Mollema rode clear with Froome on the Mont Ventoux on Thursday. General Manager at team Trek-Segafredo, Luca Guercilena explained that teams to isolate Froome and then attack him to stop him from winning his third Tour.

“It’s hard to do it,” Guercilena explained. “This year, he’s not had a clear weak point in one of the stages.

“You have to attack, you can’t just wait in his slipstream to see if he’ll be in trouble. Our motto is ‘try or die’, we have to at least try. You can only understand if he’s in trouble if you try to attack. Clearly, though, you need more than one rider, two or three.

“It didn’t work in the last years, but maybe this year will be the one. Just like was saw in the Giro d’Italia and the Vuelta a España last year, it can all change in the last week.”
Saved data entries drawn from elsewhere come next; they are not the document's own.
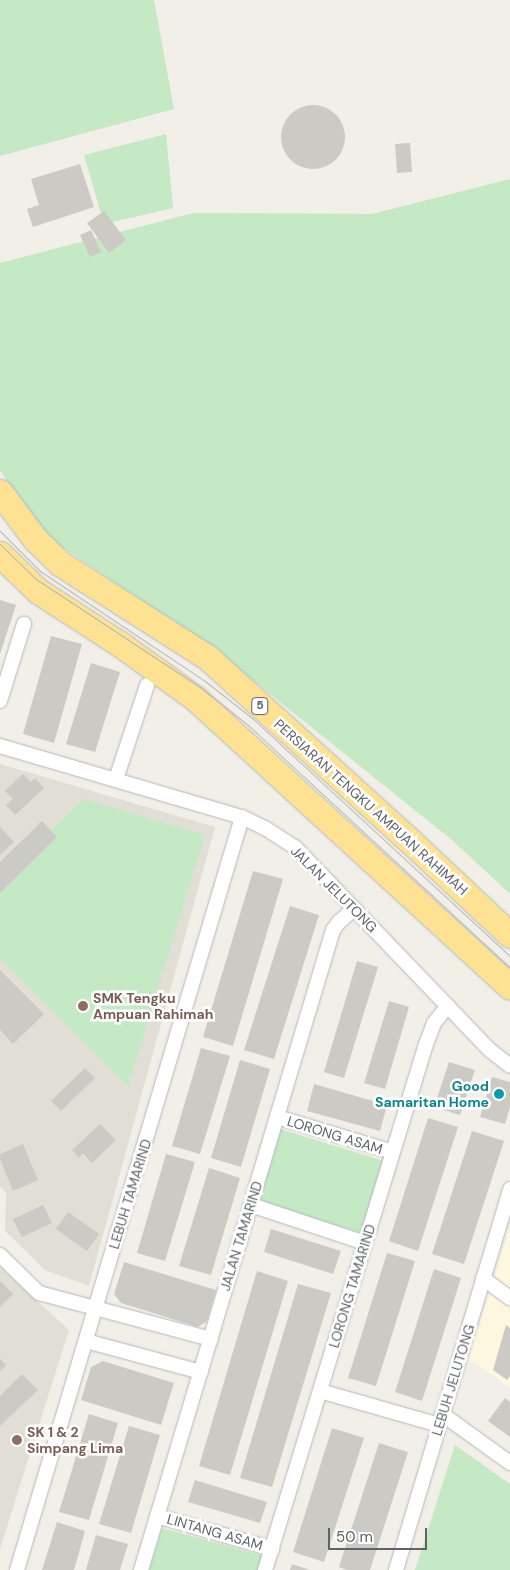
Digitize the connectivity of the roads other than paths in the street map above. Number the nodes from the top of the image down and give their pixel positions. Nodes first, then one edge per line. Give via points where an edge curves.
1 (0, 492) edge
2 (0, 554) edge
3 (24, 624) dead end
4 (147, 685) dead end
5 (0, 701) edge
6 (0, 746) edge
7 (116, 779) junction
8 (242, 817) junction
9 (354, 908) junction
10 (510, 935) edge
11 (509, 987) edge
12 (448, 1006) junction
13 (510, 1066) edge
14 (277, 1118) junction
15 (393, 1152) junction
16 (510, 1190) edge
17 (251, 1205) junction
18 (365, 1243) junction
19 (0, 1255) edge
20 (483, 1278) junction
21 (510, 1298) edge
22 (96, 1308) junction
23 (211, 1339) junction
24 (86, 1341) junction
25 (201, 1372) junction
26 (320, 1391) junction
27 (441, 1419) junction
28 (510, 1463) edge
29 (157, 1516) junction
30 (272, 1549) junction
31 (18, 1570) edge
32 (141, 1570) edge
33 (265, 1570) edge
34 (396, 1570) edge

1 - 10 highway, PERSIARAN TENGKU AMPUAN RAHIMAH / 5 via 36,539 61,564 207,657
2 - 11 highway via 38,591 120,644 196,699
3 - 5 street
4 - 7 street
6 - 7 street, JALAN JELUTONG
7 - 8 street, JALAN JELUTONG
8 - 9 street, JALAN JELUTONG via 296,848
8 - 22 street, LEBUH TAMARIND
9 - 12 street, JALAN JELUTONG
9 - 14 street, JALAN TAMARIND via 333,930
12 - 13 street, JALAN JELUTONG
12 - 15 street, LORONG TAMARIND via 434,1023
14 - 15 street, LORONG ASAM
14 - 17 street, JALAN TAMARIND
15 - 18 street, LORONG TAMARIND
16 - 20 street, LEBUH JELUTONG
17 - 18 street
17 - 23 street, JALAN TAMARIND
18 - 26 street, LORONG TAMARIND
19 - 22 street via 39,1292
20 - 21 street
20 - 27 street, LEBUH JELUTONG
22 - 23 street
22 - 24 street, LEBUH TAMARIND
23 - 25 street, JALAN TAMARIND
24 - 25 street
24 - 31 street, LEBUH TAMARIND
25 - 29 street, JALAN TAMARIND
26 - 27 street
26 - 30 street, LORONG TAMARIND
27 - 28 street
27 - 34 street, LEBUH JELUTONG
29 - 30 street, LINTANG ASAM
29 - 32 street, JALAN TAMARIND
30 - 33 street, LORONG TAMARIND

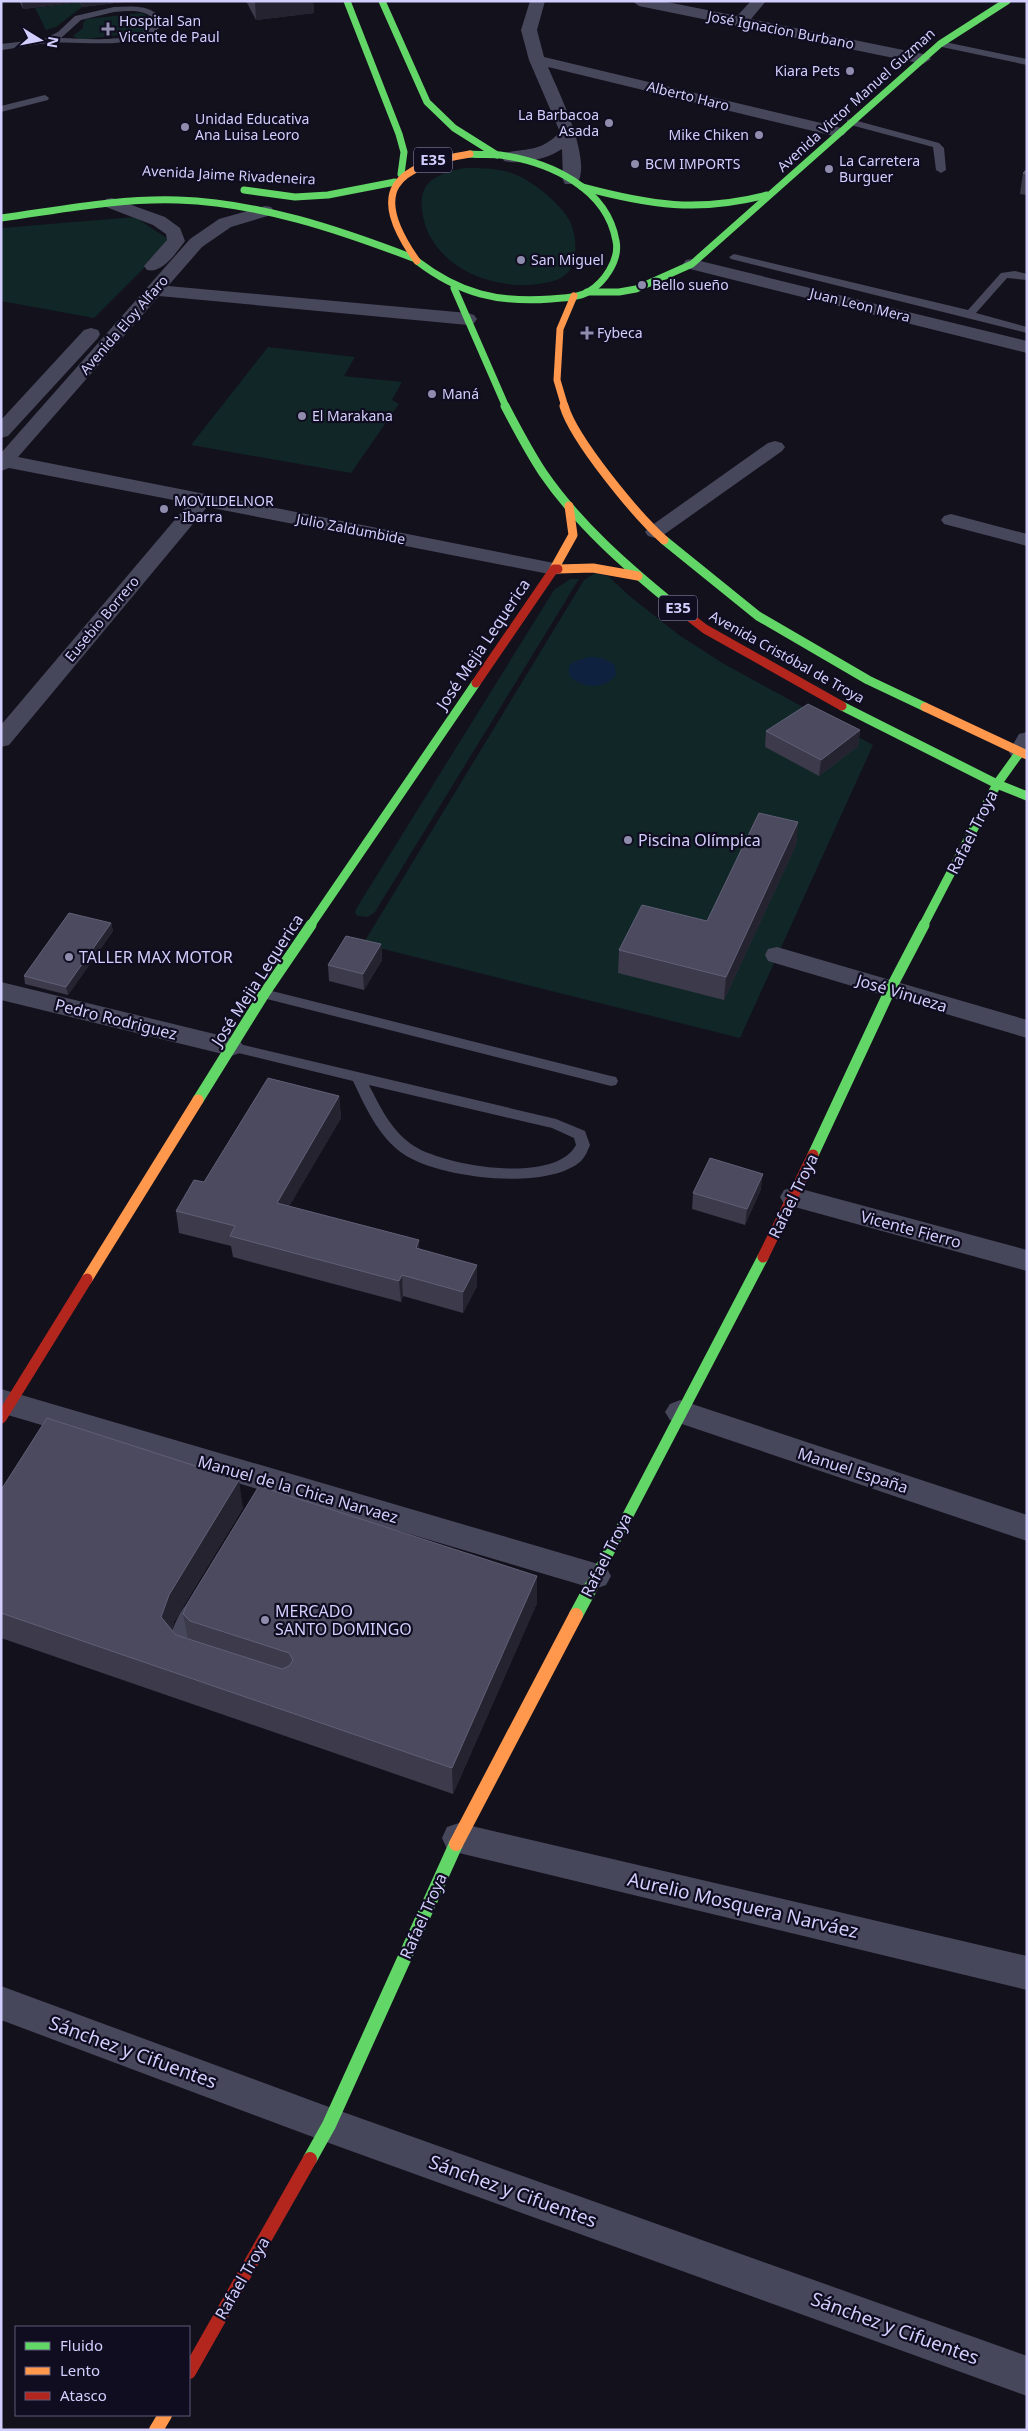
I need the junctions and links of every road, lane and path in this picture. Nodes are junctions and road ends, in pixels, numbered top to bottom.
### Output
1 (347, 1) edge
2 (382, 1) edge
3 (538, 1) edge
4 (639, 1) edge
5 (759, 1) edge
6 (1007, 1) edge
7 (740, 22) junction
8 (48, 40) junction
9 (940, 44) junction
10 (1, 47) edge
11 (923, 59) junction
12 (537, 60) junction
13 (1027, 62) edge
14 (45, 98) dead end
15 (1, 109) edge
16 (844, 127) junction
17 (568, 133) junction
18 (504, 156) junction
19 (940, 170) dead end
20 (398, 178) junction
21 (577, 183) junction
22 (228, 188) dead end
23 (777, 191) junction
24 (112, 203) junction
25 (265, 211) junction
26 (1, 218) edge
27 (734, 257) dead end
28 (413, 258) junction
29 (692, 264) junction
30 (794, 270) junction
31 (1027, 277) edge
32 (135, 286) dead end
33 (779, 286) junction
34 (454, 288) junction
35 (154, 290) junction
36 (587, 292) junction
37 (574, 296) junction
38 (970, 314) junction
39 (468, 319) junction
40 (102, 322) dead end
41 (1023, 337) edge
42 (1, 432) edge
43 (775, 447) dead end
44 (2, 462) edge
45 (203, 499) junction
46 (569, 506) junction
47 (950, 520) dead end
48 (655, 532) junction
49 (1027, 540) edge
50 (554, 568) junction
51 (638, 576) junction
52 (1, 740) edge
53 (1025, 749) edge
54 (997, 784) junction
55 (1027, 796) edge
56 (778, 955) dead end
57 (890, 990) junction
58 (1, 991) edge
59 (264, 994) junction
60 (1027, 1029) edge
61 (231, 1048) junction
62 (358, 1077) junction
63 (611, 1081) dead end
64 (794, 1197) junction
65 (1027, 1261) edge
66 (4, 1408) edge
67 (680, 1412) junction
68 (1027, 1528) edge
69 (595, 1576) junction
70 (202, 1596) edge
71 (197, 1658) edge
72 (459, 1838) junction
73 (1027, 1972) edge
74 (1, 2003) edge
75 (329, 2125) junction
76 (190, 2370) edge
77 (1027, 2376) edge
78 (164, 2416) edge
79 (156, 2430) edge

1 - 20 main road, E35
2 - 18 main road, E35
3 - 12 street
4 - 7 street, José Ignacion Burbano
5 - 7 street
6 - 9 main road, Avenida Victor Manuel Guzman
7 - 11 street, José Ignacion Burbano
8 - 8 lane
8 - 10 lane
9 - 11 main road, Avenida Victor Manuel Guzman
9 - 13 lane
11 - 16 main road, Avenida Victor Manuel Guzman
12 - 16 street, Alberto Haro
12 - 17 street
14 - 15 lane
16 - 19 lane
16 - 23 main road, Avenida Victor Manuel Guzman
17 - 18 street
17 - 21 street
18 - 20 main road, E35
18 - 21 main road, E35
20 - 22 main road, Avenida Jaime Rivadeneira
20 - 28 main road, E35
21 - 23 main road, Avenida Victor Manuel Guzman
21 - 36 main road, E35
23 - 29 main road, Avenida Victor Manuel Guzman
24 - 25 main road, Avenida Jaime Rivadeneira
24 - 26 main road, Avenida Jaime Rivadeneira
24 - 32 street, Avenida Eloy Alfaro
25 - 28 main road, Avenida Jaime Rivadeneira
25 - 35 street, Avenida Eloy Alfaro
27 - 30 lane
28 - 34 main road, E35
29 - 33 street, Juan Leon Mera
29 - 36 main road, Avenida Victor Manuel Guzman
30 - 33 lane
30 - 38 lane
31 - 38 lane
33 - 41 street, Juan Leon Mera
34 - 37 main road, E35
34 - 39 main road, Avenida Cristóbal de Troya / E35
35 - 39 street
35 - 44 street, Avenida Eloy Alfaro
36 - 37 main road, E35
37 - 48 main road, Avenida Cristóbal de Troya / E35
38 - 41 lane
39 - 46 main road, Avenida Cristóbal de Troya / E35
40 - 42 street, Avenida Eloy Alfaro
43 - 48 street
44 - 45 street, Julio Zaldumbide
45 - 50 street, Julio Zaldumbide
45 - 52 street, Eusebio Borrero
46 - 50 main road, José Mejia Lequerica
46 - 51 main road, Avenida Cristóbal de Troya / E35
47 - 49 street
48 - 53 main road, Avenida Cristóbal de Troya / E35
50 - 51 main road
50 - 59 main road, José Mejia Lequerica
51 - 54 main road, Avenida Cristóbal de Troya / E35
53 - 54 main road, Rafael Troya
54 - 55 main road, Avenida Cristóbal de Troya / E35
54 - 57 main road, Rafael Troya
56 - 57 street, José Vinueza
57 - 60 street, José Vinueza
57 - 64 main road, Rafael Troya
58 - 61 street, Pedro Rodriguez
59 - 61 main road, José Mejia Lequerica
59 - 63 lane
61 - 62 lane
61 - 66 main road, José Mejia Lequerica
62 - 62 lane
64 - 65 street, Vicente Fierro
64 - 67 main road, Rafael Troya
66 - 69 street, Manuel de la Chica Narvaez
67 - 68 street, Manuel España
67 - 69 main road, Rafael Troya
69 - 72 main road, Rafael Troya
70 - 71 lane
72 - 73 street, Aurelio Mosquera Narváez
72 - 75 main road, Rafael Troya
74 - 75 street, Sánchez y Cifuentes
75 - 76 main road, Rafael Troya
75 - 77 street, Sánchez y Cifuentes
78 - 79 main road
“The only way to upset them is if team Movistar does it, they have a strong team that can work in the climbs,” Astana team manager Giuseppe Martinelli explained. “Someone has to truly attack from far out.

“It’s hard to put Froome in a hard spot. This year, for sure, he’s changed the way he’s racing. He wasn’t able to make the difference on Mont Ventoux. Who knows what he would’ve done in the last kilometre, but I saw beforehand that Richie Porte responded right away and Mollema caught him. That’s the first time that I saw riders re-join Froome.”

Most fans expect Quintana to upset Froome since he came the closest before, placing second to Froome in his first Tour in 2013 and second again in 2015.

“We are going to try until the last day, we’ll still have a chance,” Movistar team manager Eusebio Unzué said. “For sure, he and his team are both strong. To upset him is very difficult, but he’s not the same as he has been in past years on the climbs. His team is keeping him up there. His force comes from his team-mates. We are going to try [to isolate him].”